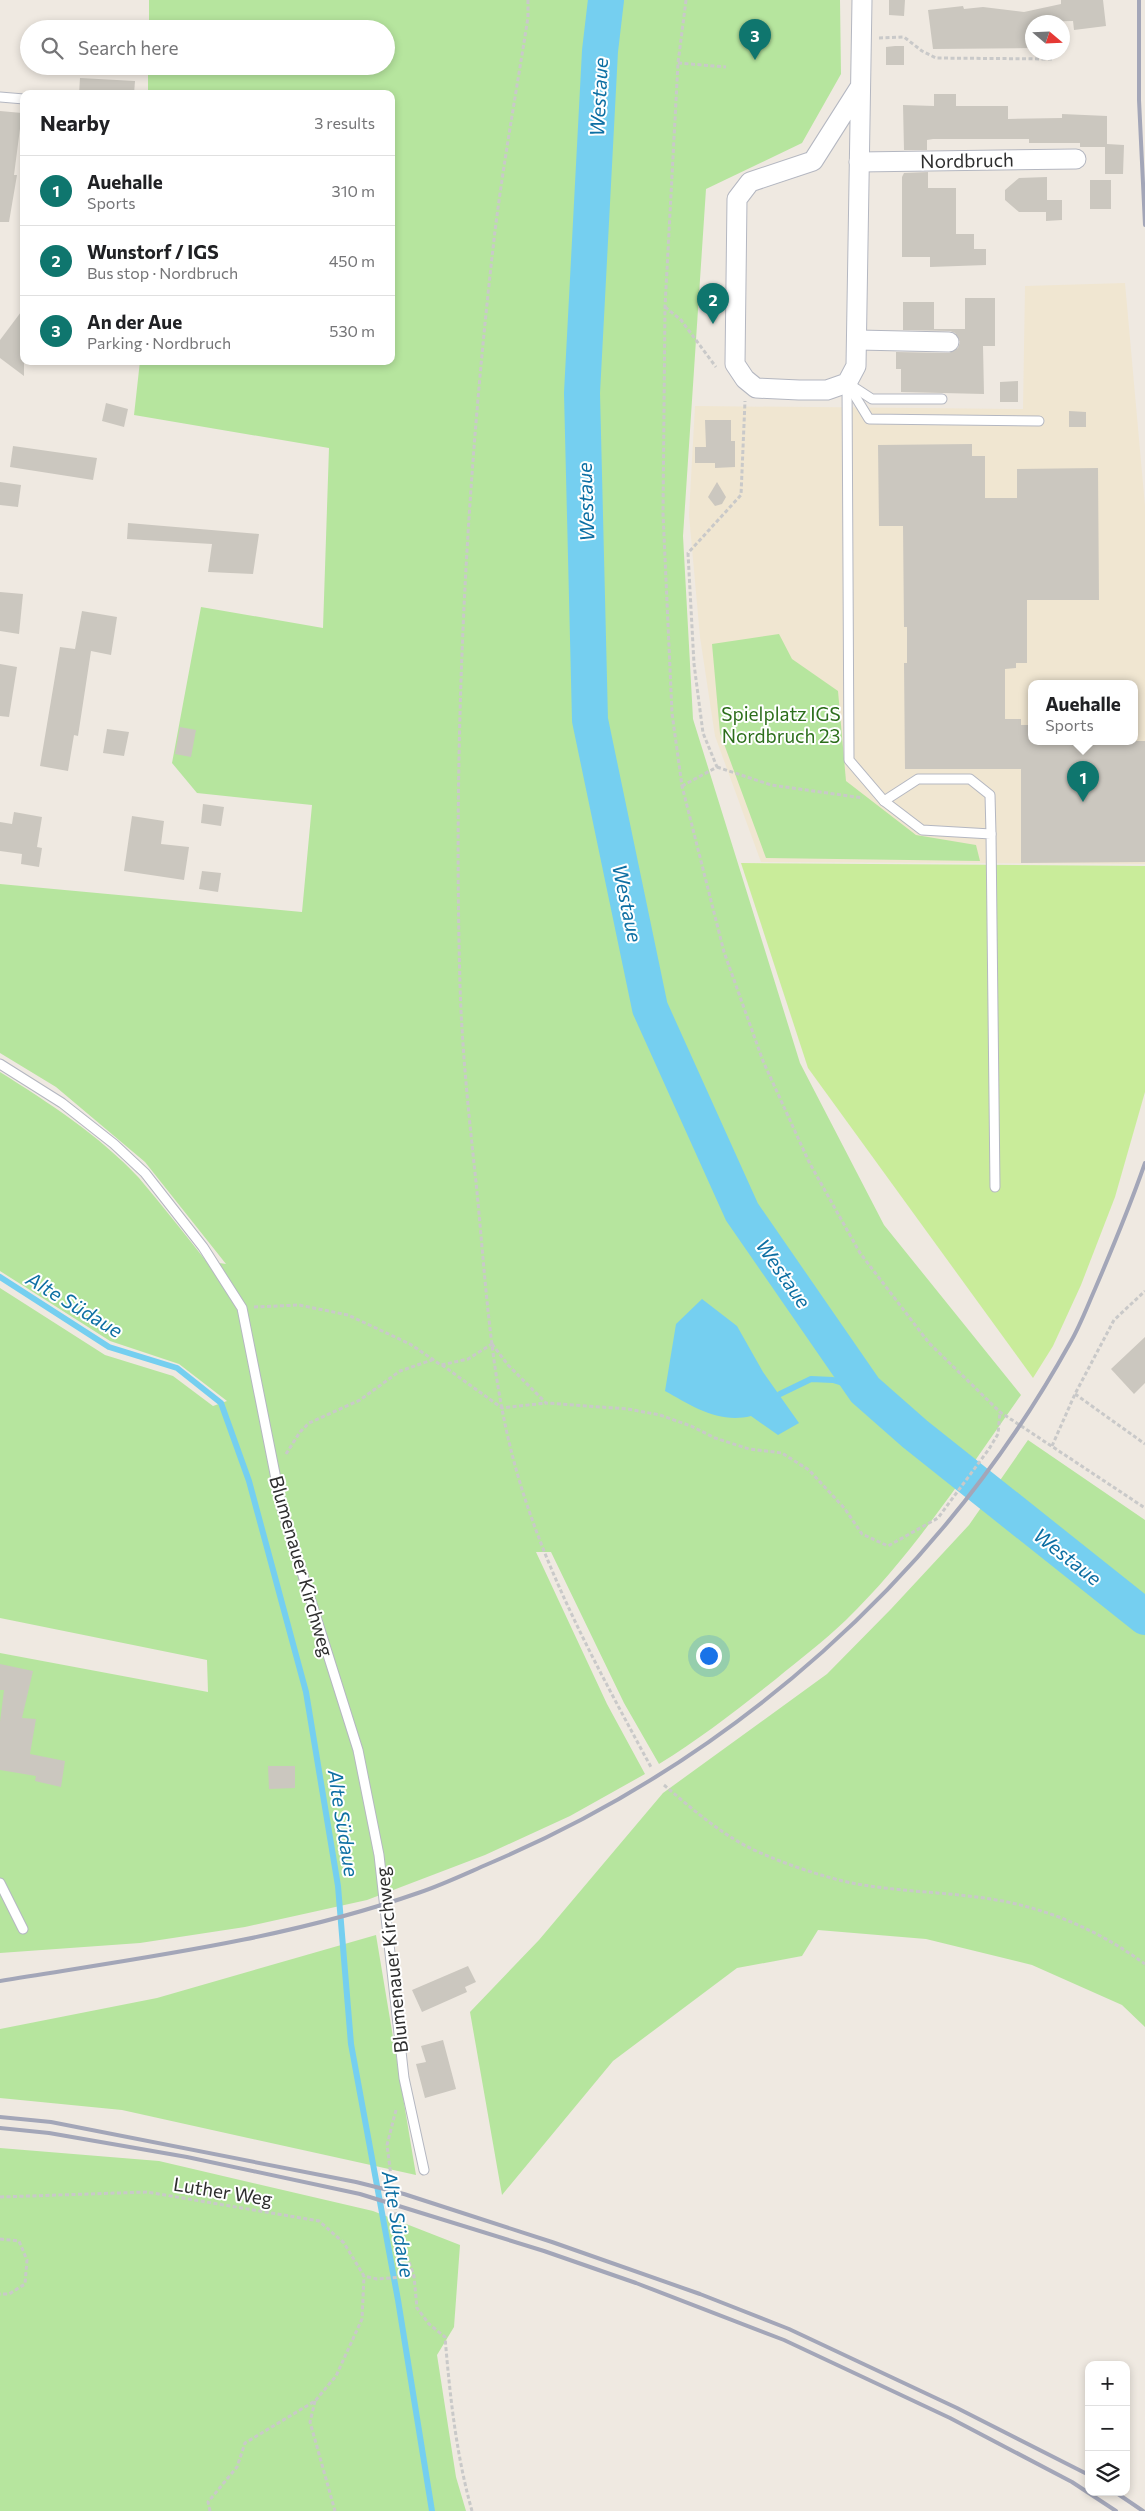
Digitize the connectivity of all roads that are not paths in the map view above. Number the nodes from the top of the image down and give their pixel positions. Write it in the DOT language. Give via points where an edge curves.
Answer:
graph roads {
  1 [pos="862,0"];
  2 [pos="860,87"];
  3 [pos="0,97"];
  4 [pos="20,99"];
  5 [pos="1076,159"];
  6 [pos="859,162"];
  7 [pos="858,340"];
  8 [pos="949,342"];
  9 [pos="847,382"];
  10 [pos="942,399"];
  11 [pos="1039,420"];
  12 [pos="884,801"];
  13 [pos="991,834"];
  14 [pos="0,1064"];
  15 [pos="996,1187"];
  16 [pos="0,1883"];
  17 [pos="23,1929"];
  18 [pos="424,2170"];
  1 -- 2 [label="street"];
  2 -- 6 [label="street"];
  2 -- 9 [label="street" via="813,161 750,182 737,199 735,364 756,388 827,390"];
  3 -- 4 [label="lane"];
  5 -- 6 [label="street, Nordbruch"];
  6 -- 7 [label="street"];
  7 -- 8 [label="street"];
  7 -- 9 [label="street" via="856,366"];
  9 -- 10 [label="lane" via="872,399"];
  9 -- 11 [label="lane" via="869,419"];
  9 -- 12 [label="lane" via="849,760"];
  12 -- 13 [label="lane" via="922,830"];
  12 -- 13 [label="lane" via="918,779 970,779 990,795"];
  13 -- 15 [label="lane"];
  14 -- 18 [label="lane, Blumenauer Kirchweg" via="62,1103 145,1173 203,1247 242,1308 282,1509 358,1750 379,1855 404,2078"];
  16 -- 17 [label="lane"];
}
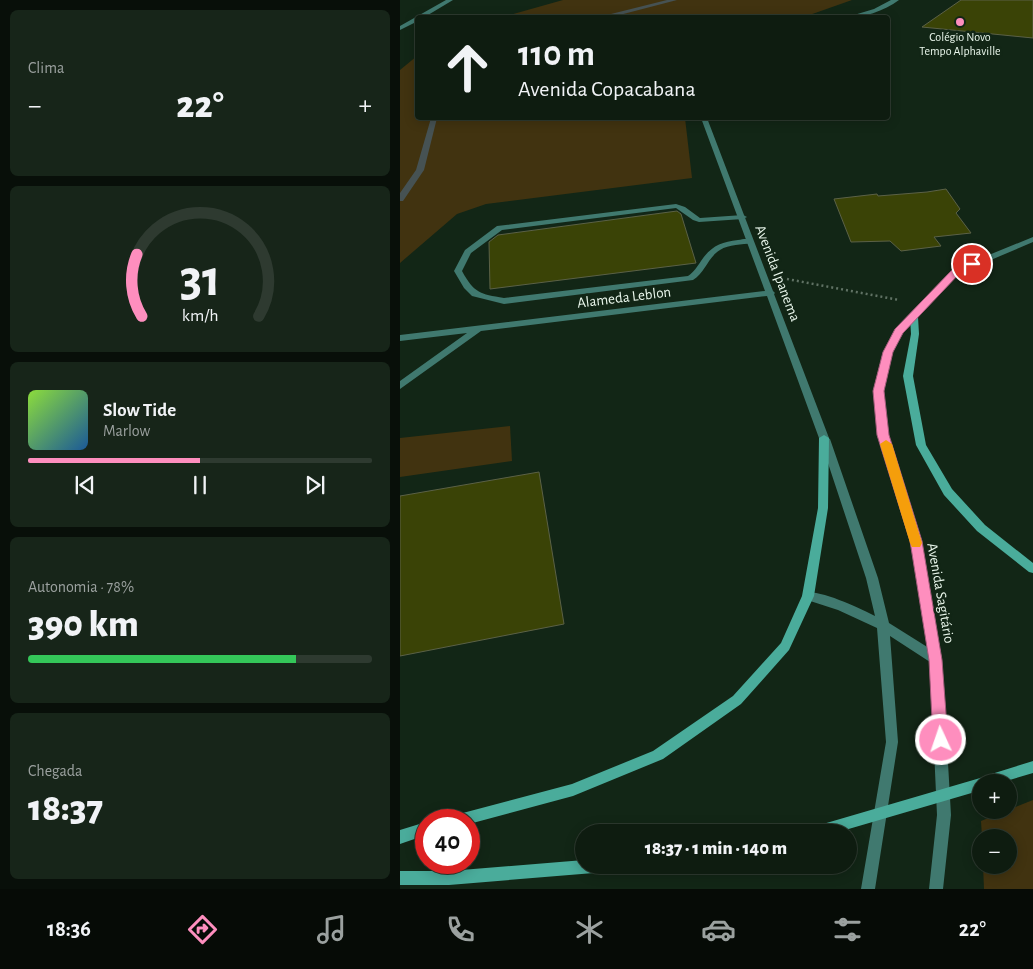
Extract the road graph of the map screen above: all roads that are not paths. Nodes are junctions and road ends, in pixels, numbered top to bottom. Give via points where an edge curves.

WORK TO BE COMPLETED
Restate the full listing verbatim and drop every picture.

TASK SOLUTION
Digitize the connectivity of all roads that are not paths in the map view above. Number the nodes from the top of the image down and give their pixel positions. Write it in the DOT language. Give via points where an edge curves.
Answer:
graph roads {
  1 [pos="862,0"];
  2 [pos="860,87"];
  3 [pos="0,97"];
  4 [pos="20,99"];
  5 [pos="1076,159"];
  6 [pos="859,162"];
  7 [pos="858,340"];
  8 [pos="949,342"];
  9 [pos="847,382"];
  10 [pos="942,399"];
  11 [pos="1039,420"];
  12 [pos="884,801"];
  13 [pos="991,834"];
  14 [pos="0,1064"];
  15 [pos="996,1187"];
  16 [pos="0,1883"];
  17 [pos="23,1929"];
  18 [pos="424,2170"];
  1 -- 2 [label="street"];
  2 -- 6 [label="street"];
  2 -- 9 [label="street" via="813,161 750,182 737,199 735,364 756,388 827,390"];
  3 -- 4 [label="lane"];
  5 -- 6 [label="street, Nordbruch"];
  6 -- 7 [label="street"];
  7 -- 8 [label="street"];
  7 -- 9 [label="street" via="856,366"];
  9 -- 10 [label="lane" via="872,399"];
  9 -- 11 [label="lane" via="869,419"];
  9 -- 12 [label="lane" via="849,760"];
  12 -- 13 [label="lane" via="922,830"];
  12 -- 13 [label="lane" via="918,779 970,779 990,795"];
  13 -- 15 [label="lane"];
  14 -- 18 [label="lane, Blumenauer Kirchweg" via="62,1103 145,1173 203,1247 242,1308 282,1509 358,1750 379,1855 404,2078"];
  16 -- 17 [label="lane"];
}
Extract the road graph of the map screen above: all roads that are not paths. Nodes are junctions and road ends, in pixels, numbered top to bottom. Give via points where an edge curves.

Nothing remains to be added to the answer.